Care Coordination Models
In our previous blog, I discussed how LTACHs have been slow to improve care coordination and reduce re-admissions. I said that only aggressive action towards in-house care coordination could ensure the long-term survival of your business while significantly improving outcomes for your patients.
But what, really, is care coordination? And how do you achieve it? What are care coordination models?
The term is used frequently, but very few can offer a clear definition, or describe discrete steps to accomplish it. Without a clear understanding of the term, it runs the risk of becoming just another meaningless buzzword.
Coordinated Care Explained
The official definition of care coordination is the deliberate organization of patient care activities between two or more participants (including the patient) involved in a patient’s care to facilitate the appropriate delivery of health care services. Organizing care involves the marshaling of personnel and other resources needed to carry out all required patient care activities and is often managed by the exchange of information among participants responsible for different aspects of care.
Translation: coordinated care is really just a fancy term for improved communication.
So what is coordinated care explained? The key to coordinated care is improved communication across the care continuum.

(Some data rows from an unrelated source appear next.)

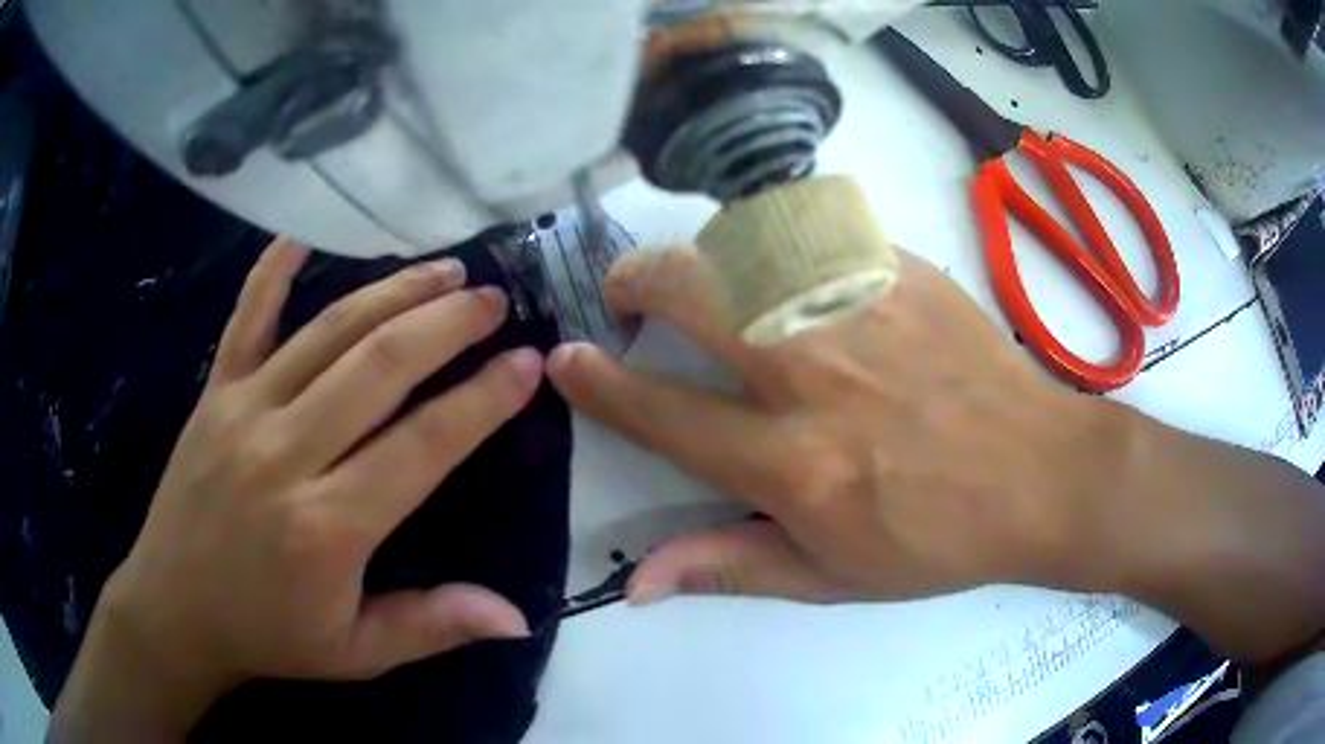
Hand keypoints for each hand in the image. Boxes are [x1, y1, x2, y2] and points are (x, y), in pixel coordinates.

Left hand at [69, 241, 544, 730]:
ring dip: (392, 291)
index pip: (422, 445)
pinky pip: (246, 316)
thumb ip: (433, 626)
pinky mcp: (213, 392)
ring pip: (328, 331)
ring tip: (443, 268)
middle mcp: (286, 453)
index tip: (527, 363)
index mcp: (328, 526)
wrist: (173, 610)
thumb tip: (518, 616)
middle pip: (379, 365)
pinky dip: (274, 268)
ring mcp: (242, 410)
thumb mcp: (356, 652)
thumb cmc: (267, 635)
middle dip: (446, 324)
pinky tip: (305, 235)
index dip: (482, 400)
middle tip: (493, 299)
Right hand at [548, 245, 1113, 603]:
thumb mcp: (831, 578)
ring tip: (705, 283)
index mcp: (793, 461)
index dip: (597, 382)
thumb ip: (727, 566)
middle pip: (690, 293)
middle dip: (633, 282)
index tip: (564, 357)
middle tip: (626, 297)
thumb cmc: (938, 538)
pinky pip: (810, 226)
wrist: (1038, 473)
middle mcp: (815, 371)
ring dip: (702, 257)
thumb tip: (635, 580)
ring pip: (744, 241)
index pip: (661, 411)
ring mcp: (862, 306)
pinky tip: (782, 264)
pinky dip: (772, 236)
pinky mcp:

When caregivers at different points of care have access to detailed, complete documentation, they are able to make more effective clinical decisions. On the other end of the spectrum, this detailed documentation then has positive impacts on reimbursement processes, reducing AR days and increasing overall revenue.
The business team – coders and billers – must be able to provide feedback if documentation is missing or incomplete. When they are dealing with a stack of paper forms with multiple serious errors – or, worse, a stack of paper forms with only one serious error – they then must trace down the clinician to have them correct the error(s). This may involve a series of emails, scans, faxes, or phone calls, each of which take significant amounts of time. And then the claim gets denied by Medicare. Lather, rinse, repeat.
This feedback loop shrinks dramatically when coders, billers, and practitioners all fully understand guidelines, processes, and procedures.